** What you have to do **
What you return must be the lines from the first one below through the one containing "thumb cmc: (802, 849)", exactly and with pictures excluded.

____

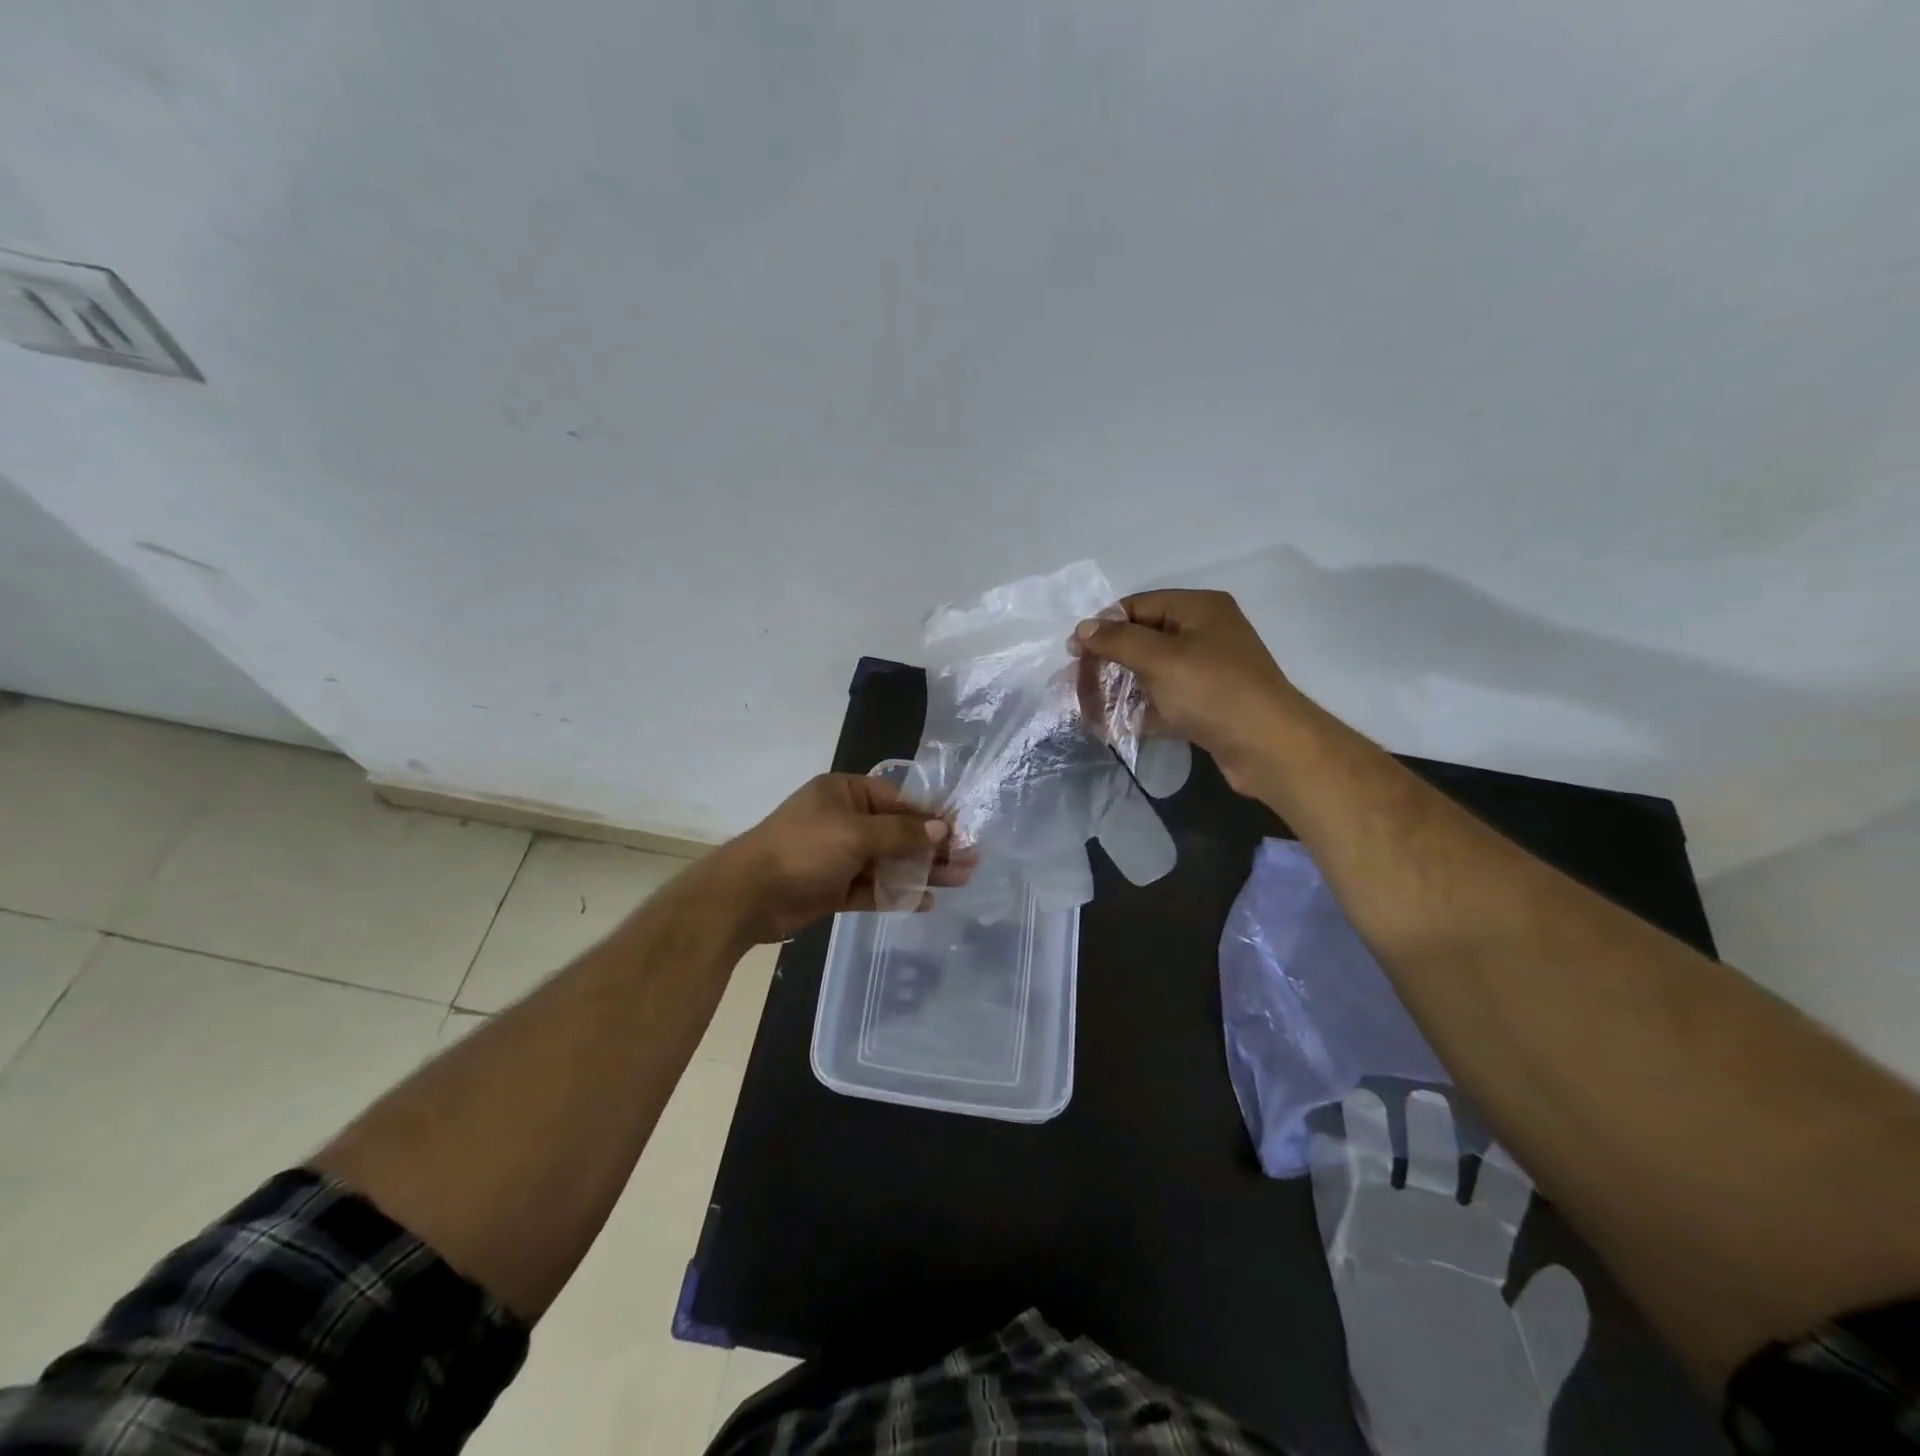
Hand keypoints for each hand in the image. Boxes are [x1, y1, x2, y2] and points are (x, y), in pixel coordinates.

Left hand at [696, 773, 975, 943]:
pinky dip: (896, 893)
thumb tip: (941, 830)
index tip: (961, 832)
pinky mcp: (834, 888)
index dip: (930, 817)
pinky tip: (926, 901)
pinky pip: (872, 888)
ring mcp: (839, 856)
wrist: (747, 895)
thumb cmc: (802, 849)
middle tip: (970, 861)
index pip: (897, 801)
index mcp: (844, 794)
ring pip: (888, 862)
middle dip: (933, 847)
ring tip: (959, 881)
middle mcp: (844, 820)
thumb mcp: (854, 833)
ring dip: (921, 871)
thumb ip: (900, 833)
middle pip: (897, 832)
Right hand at [1067, 589, 1304, 795]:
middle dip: (1107, 662)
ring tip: (1088, 709)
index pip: (1138, 606)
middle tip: (1076, 684)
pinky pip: (1164, 701)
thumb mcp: (1159, 659)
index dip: (1103, 626)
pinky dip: (1139, 711)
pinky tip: (1112, 727)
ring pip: (1151, 673)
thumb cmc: (1212, 691)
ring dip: (1119, 689)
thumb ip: (1117, 640)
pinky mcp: (1207, 705)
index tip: (1074, 654)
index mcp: (1198, 609)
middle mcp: (1204, 633)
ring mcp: (1207, 671)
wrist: (1268, 747)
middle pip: (1142, 640)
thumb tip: (1083, 628)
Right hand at [1311, 1090, 1587, 1455]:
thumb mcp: (1530, 1369)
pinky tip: (1323, 1140)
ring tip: (1363, 1100)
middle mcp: (1430, 1225)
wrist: (1428, 1428)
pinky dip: (1326, 1166)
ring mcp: (1383, 1228)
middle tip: (1426, 1094)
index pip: (1494, 1193)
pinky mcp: (1345, 1240)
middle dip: (1429, 1131)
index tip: (1502, 1118)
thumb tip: (1563, 1273)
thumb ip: (1549, 1324)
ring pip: (1375, 1166)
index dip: (1499, 1161)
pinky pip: (1332, 1195)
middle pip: (1431, 1165)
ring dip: (1368, 1134)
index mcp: (1479, 1248)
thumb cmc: (1486, 1397)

____

** Output below **
Hand keypoints for each hand in the image. Boxes are [x1, y1, x2, y2] and points are (x, y), in pixel coordinates.

Left hand at [696, 773, 975, 943]:
pinky dip: (896, 893)
thumb tip: (941, 830)
index tip: (961, 832)
pinky mcp: (834, 888)
index dip: (930, 817)
pinky tip: (926, 901)
pinky pip: (872, 888)
ring mcp: (839, 856)
wrist: (747, 895)
thumb cmc: (802, 849)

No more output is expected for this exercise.